Diphenhydramine said:


> You'd think people would get this by now.
> 
> Anyway I find Fi really annoying. It's usually a highly intolerant and often petty function.


I am an ENFP xD I guess your answer proves that something that is negative and subjective only creates negativity and more subjectivity on the other side of the spectrum. Therefore if you do not judge, subjectivity becomes objective again because the reflection ceased to exist, or am I being overly moralistic right now? xD

Based on what I have seen here I do have to say that Fi-doms can be overly moralistic, highly intolerant and overall annoying. But their response is an inverted reflection of something opposite. You can see this trend a lot in topics about feminism and so on and it will never solve the problem based on deep understanding and compassion but through sheer force and violence.


----------



## mushr00m (May 23, 2011)

Diphenhydramine said:


> You'd think people would get this by now.
> 
> Anyway I find Fi really annoying. It's usually a highly intolerant and often petty function.
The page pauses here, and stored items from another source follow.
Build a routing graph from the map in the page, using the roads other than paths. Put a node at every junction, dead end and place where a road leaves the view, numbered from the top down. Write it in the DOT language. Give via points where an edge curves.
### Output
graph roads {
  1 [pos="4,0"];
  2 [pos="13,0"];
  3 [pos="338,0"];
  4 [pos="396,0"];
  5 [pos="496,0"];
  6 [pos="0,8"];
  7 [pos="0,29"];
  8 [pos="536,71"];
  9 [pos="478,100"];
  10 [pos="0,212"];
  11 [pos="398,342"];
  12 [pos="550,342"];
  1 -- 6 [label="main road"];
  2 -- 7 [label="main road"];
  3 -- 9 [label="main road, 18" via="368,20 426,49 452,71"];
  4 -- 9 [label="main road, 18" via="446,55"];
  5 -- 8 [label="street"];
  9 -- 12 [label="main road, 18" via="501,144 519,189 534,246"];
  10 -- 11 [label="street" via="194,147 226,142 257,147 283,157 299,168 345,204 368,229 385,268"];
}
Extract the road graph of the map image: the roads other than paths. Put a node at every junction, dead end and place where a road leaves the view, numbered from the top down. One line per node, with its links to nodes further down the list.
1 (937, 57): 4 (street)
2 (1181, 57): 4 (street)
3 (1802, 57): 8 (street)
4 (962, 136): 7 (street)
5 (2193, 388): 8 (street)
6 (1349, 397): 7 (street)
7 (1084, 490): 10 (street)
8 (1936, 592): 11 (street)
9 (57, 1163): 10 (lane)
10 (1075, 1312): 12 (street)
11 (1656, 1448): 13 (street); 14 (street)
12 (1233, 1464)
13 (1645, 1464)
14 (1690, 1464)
Are you an Se user if I remember rightly?
If so, it's understandable why you find discomfort with Fi. Fi with weak a sensory function also find Se as sometimes too crude and Se finds Fi pedantic and for the reasons you mentioned. 
I feel half asleep when im with Se users, lol :laughing:
I have seen Fi in some of it's most intolerant states and whilst I have exhibited that perspective sometimes, I can also be surprisingly open minded and accepting. To someone(fi user) that believes in less animal cruelty, murder is murder, that belief maybe necessary, Fi definitely seems to have a strong superego component.


----------



## MegaTuxRacer (Sep 7, 2011)

Hurricane said:


> Hmm, I'd never correlated this particular phenomenon to Ji, I always thought it just had to do with my own inconsistency. Whenever I try to get a Fi point across I feel like there's this endless ball of yarn to unwind and I get completely discouraged at the thought of it, if the person I'm interacting with doesn't seem patient enough to wait until the whole cohesive system is on the table, because it only makes sense as a whole. Does that sound anything like what you're describing?


Yep. Precisely.


----------



## PaladinX (Feb 20, 2013)

I think of Fi as having to do with a giant smelling the blood of an Englishman.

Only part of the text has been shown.